Defying Gravity

Invest in a monkey, anyone?

August 27, 2007 · Leave a Comment

If one puts an infinite number of monkeys in front of typewriters, and lets them clap away, there is a certainty that one of them would come out with an exact version of the Iliad… Now that we have found that hero among monkeys, would any reader invest his life’s savings on a bet that the monkey would write the Odyssey next?- Nassim Nicholas Taleb

I read this post about how intelligence and wealth do not go hand in hand. golbguru says that having high IQ does not necessarily mean that you are better at managing your finances and staying out of debt.

I was reminded of Nassim Nicholas Taleb’s thinking about randomness, in which he gives an example of how people can appear to be, and believe that they are good at running funds, although the same results are possible just by luck.

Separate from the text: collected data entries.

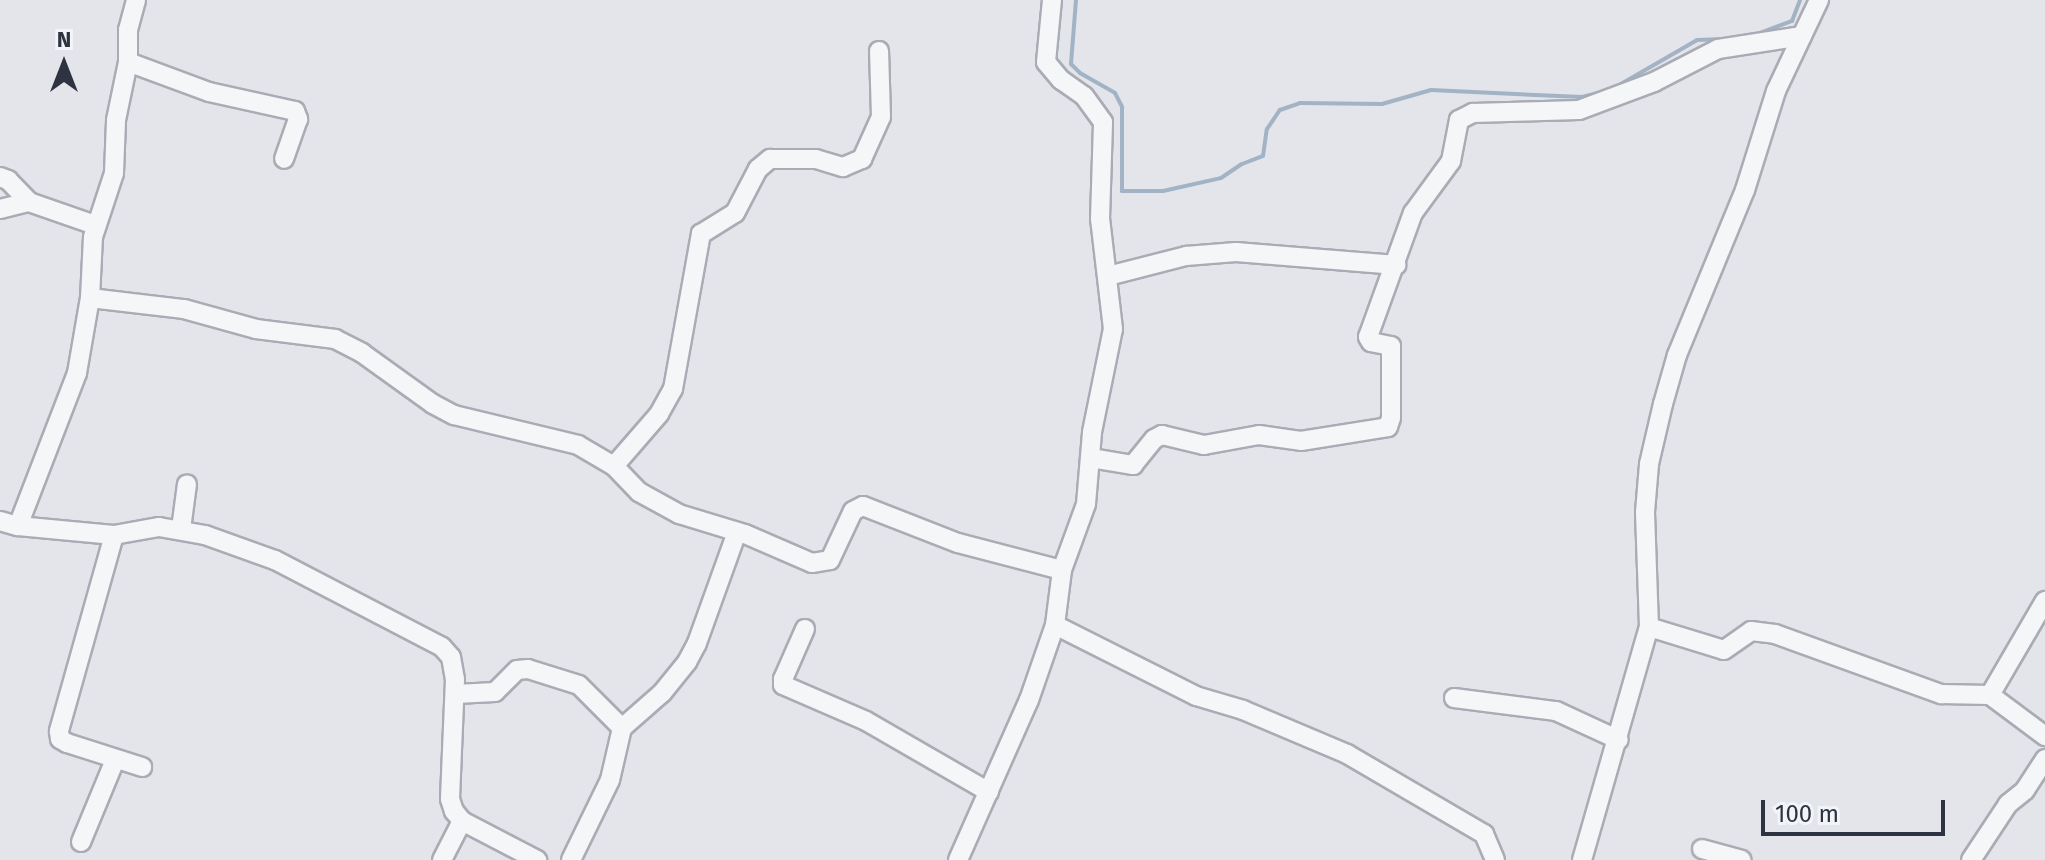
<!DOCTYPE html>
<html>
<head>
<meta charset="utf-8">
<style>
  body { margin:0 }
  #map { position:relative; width:2045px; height:860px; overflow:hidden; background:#e3e5ea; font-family:"Fira Sans",sans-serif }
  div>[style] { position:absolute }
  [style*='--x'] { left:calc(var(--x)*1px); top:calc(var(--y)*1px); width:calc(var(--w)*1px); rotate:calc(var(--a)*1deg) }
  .stream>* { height:4px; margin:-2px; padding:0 2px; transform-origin:2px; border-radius:2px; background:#a2b3c5 }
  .roads { filter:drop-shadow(2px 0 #a9acb4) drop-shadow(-2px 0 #a9acb4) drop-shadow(0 2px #a9acb4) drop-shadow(0 -2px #a9acb4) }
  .minor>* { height:18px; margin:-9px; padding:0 9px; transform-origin:9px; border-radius:9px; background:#f5f6f8 }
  span { translate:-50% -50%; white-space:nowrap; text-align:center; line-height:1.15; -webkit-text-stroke:6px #f2f4f7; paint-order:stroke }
  .north { position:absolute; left:24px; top:24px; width:80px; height:80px; -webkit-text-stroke:6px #f2f4f7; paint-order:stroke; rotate:0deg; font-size:22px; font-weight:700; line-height:32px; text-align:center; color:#2d3340 }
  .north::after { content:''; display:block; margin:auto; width:28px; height:36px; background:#2d3340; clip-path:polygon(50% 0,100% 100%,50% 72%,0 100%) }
  .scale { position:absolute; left:1761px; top:800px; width:184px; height:36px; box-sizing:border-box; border:4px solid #2d3340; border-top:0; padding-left:10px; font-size:24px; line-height:28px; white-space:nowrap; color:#2d3340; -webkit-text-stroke:6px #f2f4f7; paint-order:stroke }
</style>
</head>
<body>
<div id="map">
  <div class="stream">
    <div style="--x:1076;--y:0;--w:64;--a:94.5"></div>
    <div style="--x:1071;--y:64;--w:13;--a:45"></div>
    <div style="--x:1080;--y:73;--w:40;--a:29.7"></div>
    <div style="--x:1115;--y:93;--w:16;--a:63"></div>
    <div style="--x:1122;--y:107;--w:84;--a:90"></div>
    <div style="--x:1122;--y:191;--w:41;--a:0"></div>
    <div style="--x:1163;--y:191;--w:59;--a:-12.6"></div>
    <div style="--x:1221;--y:178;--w:25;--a:-34"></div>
    <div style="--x:1242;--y:164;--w:22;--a:-21"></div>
    <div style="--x:1263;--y:156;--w:27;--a:-82"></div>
    <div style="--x:1267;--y:129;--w:23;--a:-56"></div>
    <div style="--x:1280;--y:110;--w:21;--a:-19"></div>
    <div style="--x:1300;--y:103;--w:82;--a:0.7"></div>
    <div style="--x:1382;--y:104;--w:51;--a:-15.9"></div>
    <div style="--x:1431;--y:90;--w:151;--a:2.7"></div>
    <div style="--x:1582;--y:97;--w:25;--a:-14"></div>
    <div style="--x:1749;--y:37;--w:46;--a:-20.4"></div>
    <div style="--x:1792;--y:21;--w:22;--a:-69"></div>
    <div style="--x:1614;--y:88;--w:96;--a:-30"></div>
    <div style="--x:1697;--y:40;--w:27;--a:-2"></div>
  </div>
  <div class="roads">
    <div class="minor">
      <div style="--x:128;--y:62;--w:86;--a:20.3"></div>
      <div style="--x:209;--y:92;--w:88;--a:12.5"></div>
      <div style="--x:295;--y:111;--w:9;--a:69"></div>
      <div style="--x:298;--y:119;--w:42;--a:109.3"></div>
      <div style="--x:0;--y:177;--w:9;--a:21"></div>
      <div style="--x:8;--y:180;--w:30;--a:46"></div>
      <div style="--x:0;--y:209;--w:30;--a:-14"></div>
      <div style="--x:29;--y:202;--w:70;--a:19.2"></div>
      <div style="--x:1108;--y:276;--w:81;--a:-14.4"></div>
      <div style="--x:1186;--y:256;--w:50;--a:-4.6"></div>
      <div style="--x:1236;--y:252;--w:161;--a:4.6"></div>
      <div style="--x:90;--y:298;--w:95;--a:6.7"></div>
      <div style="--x:184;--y:309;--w:75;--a:15.5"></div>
      <div style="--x:256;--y:329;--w:80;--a:7.2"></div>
      <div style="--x:335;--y:339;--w:30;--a:27"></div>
      <div style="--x:362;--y:353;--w:87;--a:35.7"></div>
      <div style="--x:433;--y:404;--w:24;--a:28"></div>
      <div style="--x:454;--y:415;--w:128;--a:13.6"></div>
      <div style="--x:578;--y:445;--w:42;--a:30.3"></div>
      <div style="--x:614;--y:466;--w:36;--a:46"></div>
      <div style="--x:639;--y:492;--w:46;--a:28.8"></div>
      <div style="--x:679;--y:514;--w:69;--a:16.9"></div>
      <div style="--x:745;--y:534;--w:73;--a:23.4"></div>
      <div style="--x:812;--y:563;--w:18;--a:-9"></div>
      <div style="--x:830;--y:560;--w:54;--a:-64.9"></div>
      <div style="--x:853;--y:511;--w:11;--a:-27"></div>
      <div style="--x:863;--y:506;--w:102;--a:21.3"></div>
      <div style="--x:958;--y:543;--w:107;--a:14.6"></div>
      <div style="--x:1091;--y:458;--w:43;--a:9.5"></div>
      <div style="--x:1133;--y:465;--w:33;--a:-51"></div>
      <div style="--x:1154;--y:439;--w:9;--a:-27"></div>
      <div style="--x:1162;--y:435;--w:43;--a:13.4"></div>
      <div style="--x:1204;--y:445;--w:56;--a:-10.3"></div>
      <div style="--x:1259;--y:435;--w:42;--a:8.1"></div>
      <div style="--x:1301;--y:441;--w:88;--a:-9.1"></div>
      <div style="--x:1388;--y:427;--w:9;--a:-72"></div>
      <div style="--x:1391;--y:418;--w:72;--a:-90"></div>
      <div style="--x:1391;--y:346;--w:20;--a:-169"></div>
      <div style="--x:1371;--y:342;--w:6;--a:-121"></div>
      <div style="--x:1368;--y:337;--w:132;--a:-70.1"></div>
      <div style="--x:1413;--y:213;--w:64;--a:-53.8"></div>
      <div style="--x:1451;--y:161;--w:42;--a:-79"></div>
      <div style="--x:1459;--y:120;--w:16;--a:-27"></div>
      <div style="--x:1473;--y:113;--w:106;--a:-1.6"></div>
      <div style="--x:1579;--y:110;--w:80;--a:-20.5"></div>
      <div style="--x:1654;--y:82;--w:72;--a:-27.3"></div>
      <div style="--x:1718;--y:49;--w:85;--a:-8.8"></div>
      <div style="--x:614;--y:466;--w:69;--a:-49.1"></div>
      <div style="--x:659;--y:414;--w:29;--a:-61"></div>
      <div style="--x:673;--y:389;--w:158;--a:-79.8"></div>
      <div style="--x:701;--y:234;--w:40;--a:-32"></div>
      <div style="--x:735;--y:213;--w:50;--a:-62.4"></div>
      <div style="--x:758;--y:169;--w:16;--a:-40"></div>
      <div style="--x:770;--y:159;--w:46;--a:0"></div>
      <div style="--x:816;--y:159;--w:28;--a:17"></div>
      <div style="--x:843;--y:167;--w:21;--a:-23"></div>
      <div style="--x:862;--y:159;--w:46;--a:-65.7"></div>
      <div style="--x:881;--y:117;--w:66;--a:-91.7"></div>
      <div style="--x:0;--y:521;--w:19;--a:16"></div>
      <div style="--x:18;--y:526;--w:96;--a:5.4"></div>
      <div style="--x:114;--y:535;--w:46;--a:-10.1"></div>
      <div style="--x:159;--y:527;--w:47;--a:9.9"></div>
      <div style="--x:205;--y:535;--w:74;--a:19.7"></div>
      <div style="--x:275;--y:560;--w:188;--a:27.5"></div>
      <div style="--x:442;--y:647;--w:13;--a:48"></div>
      <div style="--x:451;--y:657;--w:22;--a:80"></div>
      <div style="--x:455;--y:679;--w:120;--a:92.4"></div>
      <div style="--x:450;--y:799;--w:13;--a:72"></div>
      <div style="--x:454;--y:811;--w:13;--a:51"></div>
      <div style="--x:462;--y:821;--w:85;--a:27.5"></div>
      <div style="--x:18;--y:526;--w:164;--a:-68.9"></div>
      <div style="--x:77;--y:373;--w:76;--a:-80.2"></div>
      <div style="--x:90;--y:298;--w:61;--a:-87.2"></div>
      <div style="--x:93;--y:237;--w:67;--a:-71.8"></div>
      <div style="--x:114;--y:173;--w:53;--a:-87.8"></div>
      <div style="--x:116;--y:120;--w:59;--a:-78.3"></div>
      <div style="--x:128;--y:62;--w:32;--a:-90"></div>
      <div style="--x:128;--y:30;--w:31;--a:-75"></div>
      <div style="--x:181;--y:529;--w:45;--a:-82.4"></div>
      <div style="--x:114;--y:535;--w:204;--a:105.7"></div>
      <div style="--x:59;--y:731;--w:8;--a:83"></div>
      <div style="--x:60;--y:739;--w:8;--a:30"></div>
      <div style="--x:67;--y:743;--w:79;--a:17.7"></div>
      <div style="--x:1055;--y:625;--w:158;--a:26.7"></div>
      <div style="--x:1196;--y:696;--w:49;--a:16.6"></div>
      <div style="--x:1243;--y:710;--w:113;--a:22.9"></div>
      <div style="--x:1347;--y:754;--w:159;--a:30.3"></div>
      <div style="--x:1484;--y:834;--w:28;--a:67"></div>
      <div style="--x:1649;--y:627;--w:78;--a:17"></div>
      <div style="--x:1724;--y:650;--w:33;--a:-35"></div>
      <div style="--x:1751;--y:631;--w:24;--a:7"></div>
      <div style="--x:1775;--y:634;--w:177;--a:19.9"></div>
      <div style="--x:1941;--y:694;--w:49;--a:1.2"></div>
      <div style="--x:1990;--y:695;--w:69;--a:36.7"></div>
      <div style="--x:805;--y:629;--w:55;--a:113.7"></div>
      <div style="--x:783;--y:679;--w:6;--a:90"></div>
      <div style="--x:783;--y:685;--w:90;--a:23.4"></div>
      <div style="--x:866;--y:721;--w:142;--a:30"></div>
      <div style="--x:456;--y:694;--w:39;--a:-3"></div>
      <div style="--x:495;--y:692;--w:31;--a:-45"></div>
      <div style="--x:517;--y:670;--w:11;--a:-5"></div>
      <div style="--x:528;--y:669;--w:53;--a:17.4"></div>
      <div style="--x:579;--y:685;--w:61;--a:45"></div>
      <div style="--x:622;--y:728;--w:53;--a:103"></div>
      <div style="--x:610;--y:780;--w:89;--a:116"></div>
      <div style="--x:1990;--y:695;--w:109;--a:-59.7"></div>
      <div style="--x:1454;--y:698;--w:103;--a:7.3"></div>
      <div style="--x:1556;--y:711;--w:69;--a:24.7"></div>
      <div style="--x:622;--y:728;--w:53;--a:-41.2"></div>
      <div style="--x:662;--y:693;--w:40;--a:-51"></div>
      <div style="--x:687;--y:662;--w:21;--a:-62"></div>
      <div style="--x:697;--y:643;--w:118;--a:-70.2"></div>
      <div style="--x:81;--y:842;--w:89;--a:-67.5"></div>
      <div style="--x:1702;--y:849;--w:41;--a:15.4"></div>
      <div style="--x:442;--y:860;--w:44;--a:-62.9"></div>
      <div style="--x:958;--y:860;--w:175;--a:-66.1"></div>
      <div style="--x:1029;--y:700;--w:79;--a:-70.9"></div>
      <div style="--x:1055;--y:625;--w:55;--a:-82.7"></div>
      <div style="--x:1062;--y:570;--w:70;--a:-70"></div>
      <div style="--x:1086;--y:504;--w:72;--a:-85.2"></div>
      <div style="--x:1092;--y:432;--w:105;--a:-78.5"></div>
      <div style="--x:1113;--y:329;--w:111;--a:-96.7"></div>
      <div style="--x:1100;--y:219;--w:97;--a:-88.2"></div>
      <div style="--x:1103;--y:122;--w:32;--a:-126"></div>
      <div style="--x:1084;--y:96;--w:28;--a:-145"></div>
      <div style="--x:1061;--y:80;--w:23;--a:-130"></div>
      <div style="--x:1046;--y:62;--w:62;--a:-84.5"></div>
      <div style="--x:1582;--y:860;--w:242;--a:-74"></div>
      <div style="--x:1649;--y:627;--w:115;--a:-92"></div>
      <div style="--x:1645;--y:512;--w:48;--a:-85.2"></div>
      <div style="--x:1649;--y:464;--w:62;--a:-76.9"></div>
      <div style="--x:1663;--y:404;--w:51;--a:-74.1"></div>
      <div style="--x:1677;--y:355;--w:178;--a:-67.6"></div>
      <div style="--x:1745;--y:190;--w:104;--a:-72.6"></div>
      <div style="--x:1776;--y:91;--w:101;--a:-64.7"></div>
      <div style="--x:1971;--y:860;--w:67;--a:-56.5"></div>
      <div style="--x:2008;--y:804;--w:22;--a:-39"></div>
      <div style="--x:2025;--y:790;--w:37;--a:-57"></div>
    </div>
  </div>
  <div class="north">N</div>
  <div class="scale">100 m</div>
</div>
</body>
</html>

Tossing a coin is an example of something random and based on luck. In any given coin toss, there is a 50% chance of getting heads, and a 50% chance of getting tails. Taleb ran a simulation based on such coin tosses. He took 10,000 investment managers, and gave them a 50% chance of making money and a 50% chance of losing money in any given year. He also added the condition that if they lost money in any single year, they are out of the game.

This is a totally fair game, and based entirely on coin flips. No skill is required on the investment manager’s part. And after 5 consecutive years, there are still 313 managers left. What happens, however, is that everyone gets bowled over by the amazing track record, and start investigating his strategies and what he does. And some may give him all their life savings.

Taleb went on to model a bunch of incompetent managers, giving them a 45% chance of making money, and a 55% chance of losing money. The result: 184 incompetent managers having positive track records for 5 consecutive years.

What Taleb did showed that it is possible for someone to have high (or low) IQ, be a poor fund manager and still have a great track record just by luck. He isn’t saying that skill is totally irrelevant of course, but he warns us of the possible dangers of believing in a method just because the manager has a good track record. Anyone can buy or sell. You have to know how much randomness there is in the system, and the sample size involved at the beginning, not just the survivors.

Its much more logical to put your life savings on the monkey who wrote the Iliad if there were only 5 monkeys to begin with, instead of the investment manager who made record returns out of the tens of thousands out there.